It is an autobiographical story about growing up in a ship-building town.

It was fantastic, and the guy has serious stage presence...

Tom T. said...

Someone just bought the equivalent of a French chateau in Bel Air for $126 million.

Readering said...

And that Bel Air house is unfinished so much more will be spent to finish it.

Narr said...

A friend of mine is part-owner, along with eight or nine other descendants (mostly boomers by now), of an outstandingly fine home in a small West Tennessee town about 70 minutes away from here.
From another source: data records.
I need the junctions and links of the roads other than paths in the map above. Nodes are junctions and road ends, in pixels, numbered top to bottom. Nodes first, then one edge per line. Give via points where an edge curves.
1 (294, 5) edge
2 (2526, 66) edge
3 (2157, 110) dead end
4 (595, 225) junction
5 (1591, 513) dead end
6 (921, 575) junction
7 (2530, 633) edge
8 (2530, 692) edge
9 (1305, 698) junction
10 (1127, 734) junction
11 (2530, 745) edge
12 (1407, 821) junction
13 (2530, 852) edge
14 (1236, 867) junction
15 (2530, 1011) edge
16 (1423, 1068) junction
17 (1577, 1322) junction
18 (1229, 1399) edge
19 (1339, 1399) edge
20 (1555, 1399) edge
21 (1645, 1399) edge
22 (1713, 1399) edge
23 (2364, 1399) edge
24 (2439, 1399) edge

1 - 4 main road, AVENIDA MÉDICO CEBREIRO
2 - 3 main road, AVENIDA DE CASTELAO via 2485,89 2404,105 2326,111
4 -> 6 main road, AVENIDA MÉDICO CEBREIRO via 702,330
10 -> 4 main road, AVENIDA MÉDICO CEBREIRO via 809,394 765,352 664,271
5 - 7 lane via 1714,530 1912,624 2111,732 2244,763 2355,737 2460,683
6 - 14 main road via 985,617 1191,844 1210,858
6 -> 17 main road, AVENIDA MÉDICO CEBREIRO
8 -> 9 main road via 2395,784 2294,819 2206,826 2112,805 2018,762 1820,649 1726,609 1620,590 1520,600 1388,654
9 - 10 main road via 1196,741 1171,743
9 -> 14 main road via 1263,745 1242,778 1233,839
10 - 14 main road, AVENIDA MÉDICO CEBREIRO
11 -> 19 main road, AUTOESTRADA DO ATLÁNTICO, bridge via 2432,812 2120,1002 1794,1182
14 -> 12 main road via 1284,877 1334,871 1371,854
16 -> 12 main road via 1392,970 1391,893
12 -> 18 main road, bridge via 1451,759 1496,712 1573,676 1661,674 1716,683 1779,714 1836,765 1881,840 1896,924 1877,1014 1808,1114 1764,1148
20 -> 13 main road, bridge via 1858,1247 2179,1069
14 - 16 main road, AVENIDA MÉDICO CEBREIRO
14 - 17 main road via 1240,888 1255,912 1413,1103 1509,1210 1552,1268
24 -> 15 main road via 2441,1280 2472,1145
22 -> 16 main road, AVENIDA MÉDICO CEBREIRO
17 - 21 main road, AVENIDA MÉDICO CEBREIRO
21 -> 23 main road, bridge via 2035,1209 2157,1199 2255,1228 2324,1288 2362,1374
It was completed in 1864 and older generations lived there until the 1960s or so; it has been updated to about 1970s level, has large grounds and gardens, outbuildings including a nice little house for a live-in caretaker . . .

It costs something like 40k a year to keep it open for family vacations and the occasional invasion by wargaming nerds. The younger generations of the family are less attached to the place.

Sad.

OTOH, there seem to be a lot of people who still want the French manoir for yoga b&b's, if House Hunters International is a fair picture.

Tom Grey said...

Just say this more recent Sting version, based in France:
https://www.cnews.fr/culture/2022-03-06/guerre-en-ukraine-sting-reinterprete-sa-chanson-russians-1189801

Enough regulations can make any "wealth" negative.